Please make separate topics/threads for seperate issues.
To answer your question, it sounds like you don’t have DNS server enabled correctly. Using Mikrotik as your DNS server works well if you cache DNS entries.
ok - but should I set the primary DNS to the Mikrotik itself? Wouldn’t that give a somewhat better performance since it will use its own cache instead of looking elsewhere?
Or leave it like it is?
I just want to get every drop of performance out of this box by every means possible.
Thank you.
Is there any reason at all to upgrade to version 3.x? I am very pleased with it. No probs at all.
Ok for starters, I wouldn’t be referencing the OpenDNS as the secondary.

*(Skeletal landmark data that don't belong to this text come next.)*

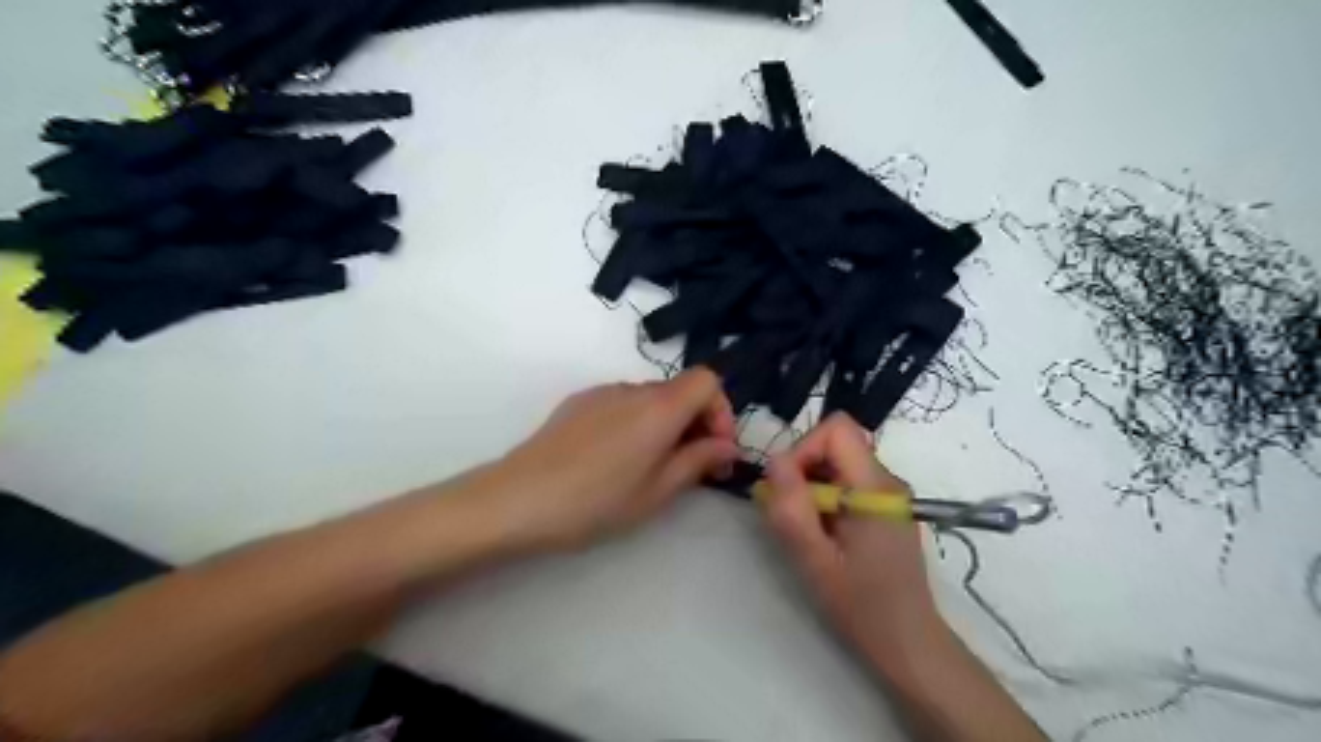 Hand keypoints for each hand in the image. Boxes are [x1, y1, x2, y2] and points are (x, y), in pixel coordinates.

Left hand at [480, 368, 738, 548]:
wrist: (518, 498)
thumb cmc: (595, 502)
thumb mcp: (657, 491)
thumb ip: (698, 461)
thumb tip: (728, 445)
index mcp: (659, 407)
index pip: (708, 380)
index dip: (721, 410)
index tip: (716, 449)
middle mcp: (633, 389)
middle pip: (680, 390)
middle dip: (696, 423)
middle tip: (692, 468)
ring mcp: (602, 392)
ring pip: (651, 399)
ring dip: (666, 425)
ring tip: (651, 468)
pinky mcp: (578, 402)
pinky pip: (622, 403)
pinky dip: (636, 423)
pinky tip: (616, 459)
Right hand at [766, 414, 938, 663]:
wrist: (908, 642)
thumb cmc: (862, 605)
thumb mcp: (815, 560)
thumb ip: (792, 509)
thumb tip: (773, 460)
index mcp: (875, 487)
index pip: (836, 429)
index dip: (803, 448)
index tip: (787, 488)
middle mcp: (887, 480)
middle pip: (835, 443)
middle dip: (803, 469)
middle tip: (790, 513)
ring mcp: (888, 493)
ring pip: (837, 462)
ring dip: (811, 486)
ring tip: (806, 528)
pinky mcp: (884, 507)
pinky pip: (846, 481)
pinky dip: (824, 498)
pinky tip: (823, 534) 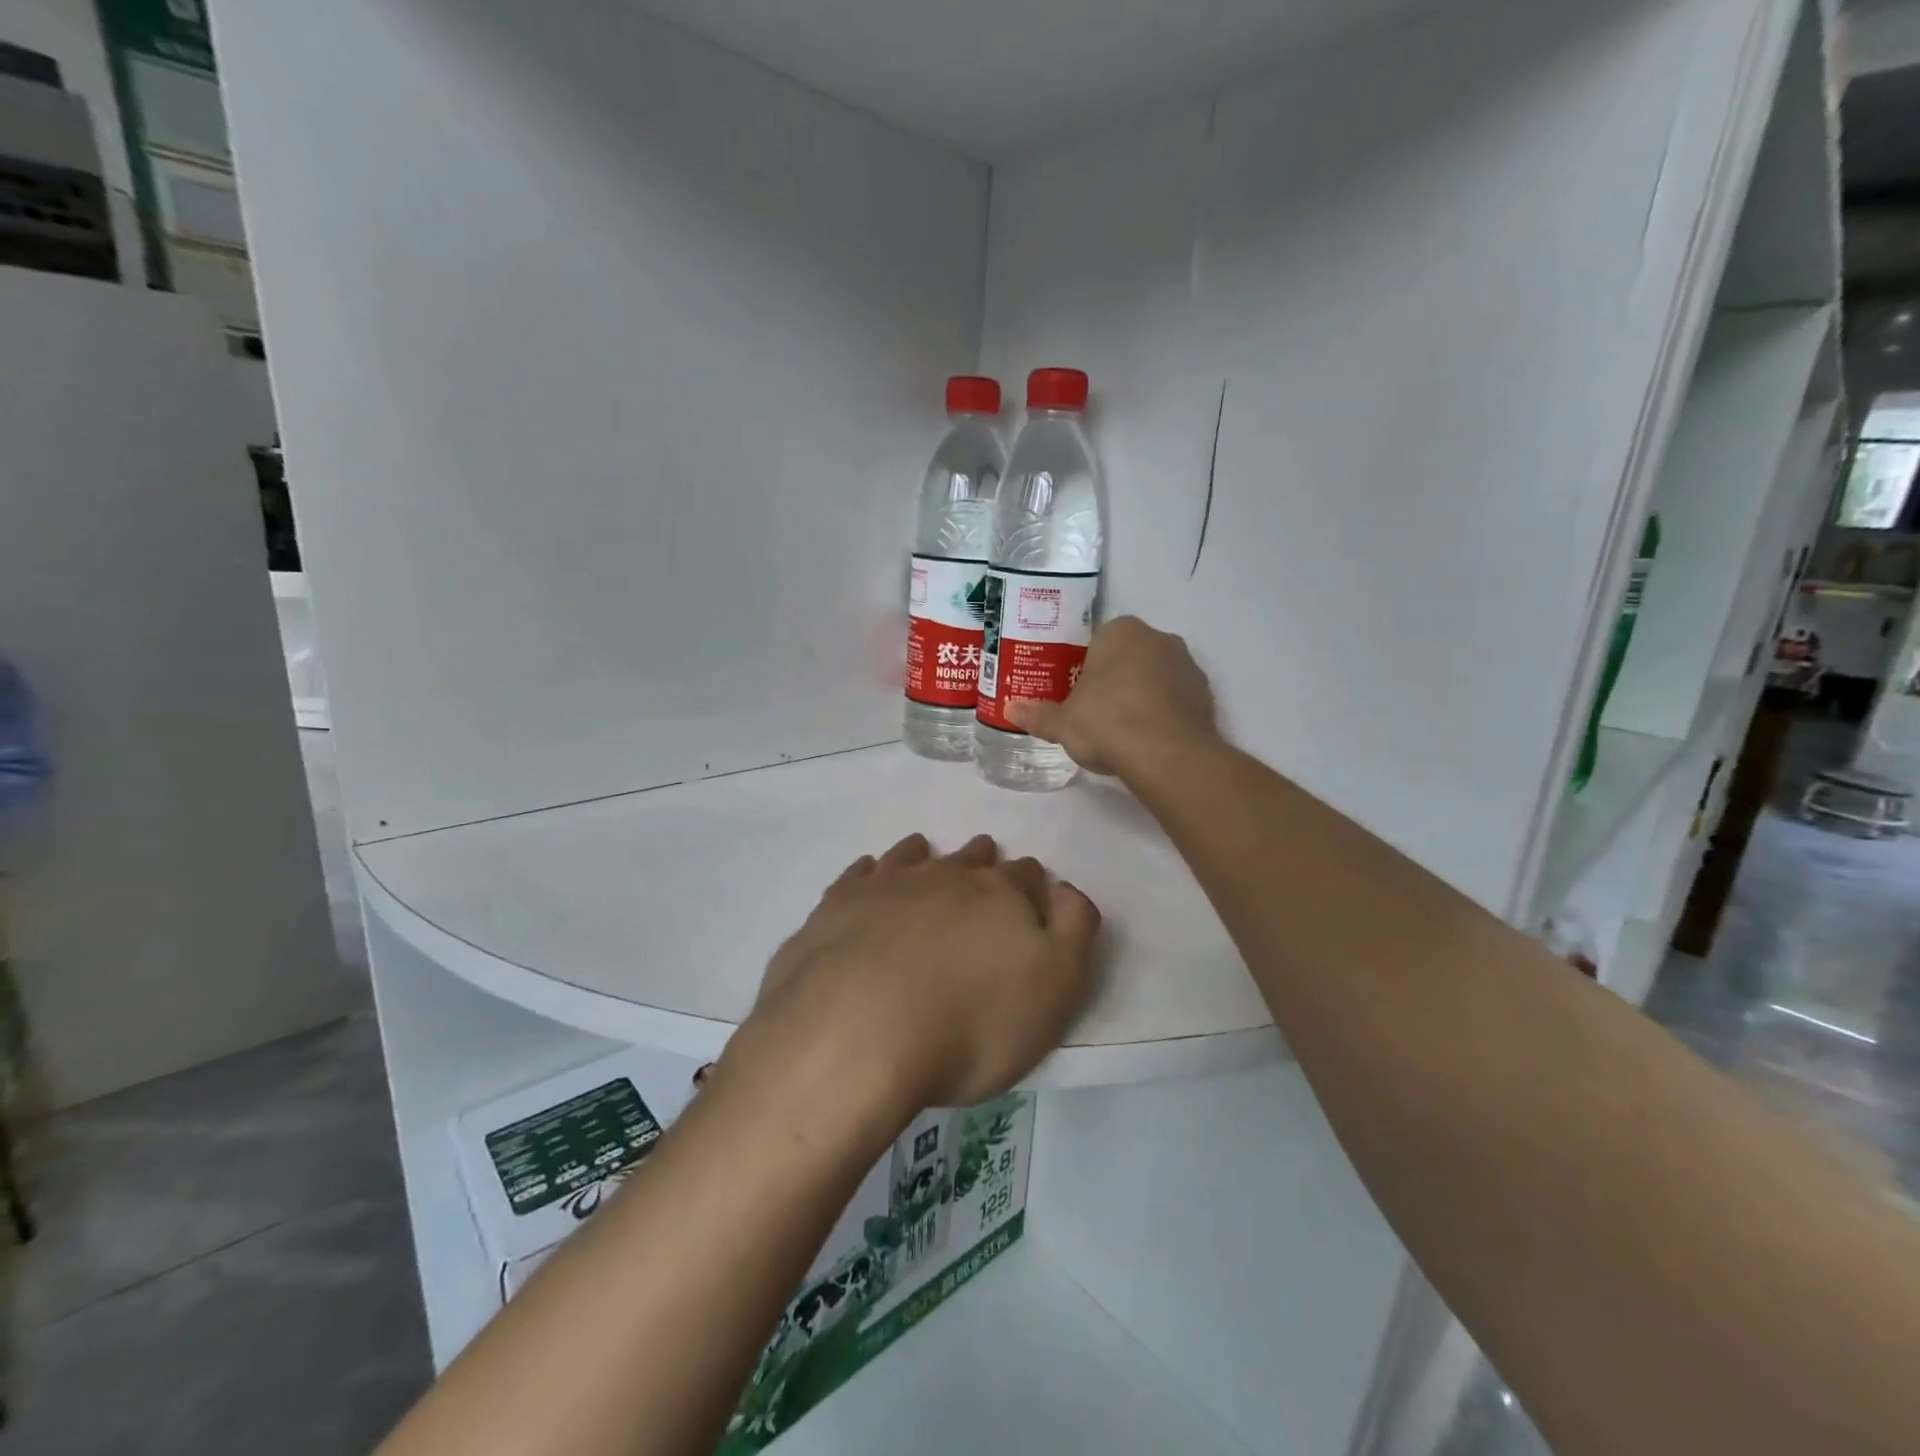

If you only have one internal DNS server then use that, it will be fine. I think your Cisco is your default gateway? If so then this must be the only box that references an external DNS server. Then your internal DNS server uses the Cisco as it’s DNS server and then subsequently services the rest of the network. If you want to you can make the Mikrotik the secondary for the LAN so in the /ip,dns settings, you’ll reference you’re Cisco router’s address and then in your DHCP settings, you’ll give out the existing name server and mikrotik as DNS servers.
Hope this makes sense and that I have understood you completely.
What I’m saying is there’s no point referencing an external DNS server. You need to just use whatever internal server you have. So that’s either the one you have or you need to make the mikrotik a DNS server as well.
I assume your existing DNS server is one that dynamically updates internal clients and handles reverse lookup zones etc?
If so that’s good. I don’t think the Mikrotik can do this, someone else may need to correct me on this. So if you really need a secondary name server, then reference the mikrotik but I suspect this will only be for lookups.
What I am asking is this: When my Mikrotik assigns an IP using DHCP server to a customer, should they get the Mikrotik itself or my inhouse DNS server as primary? Then should I also assign a secondary (in-house DNS or MT) or leave it blank?
I want to make efficient use of the MTs cache, so shouldn’t I reference it first? I am thinking that if it doesn’t find an answer in the cache than it will ask the second DNS server (if there is one that was referenced).
Assign the users the address of your internal DNS server. They only need one address. Remember the Mikrotik is only a resolving cache server so it wont do stuff like dynamic reverse entries etc.
If your internal DNS server is setup properly, then let that do all the work and leave your Mikrotik to do whatever it’s doing.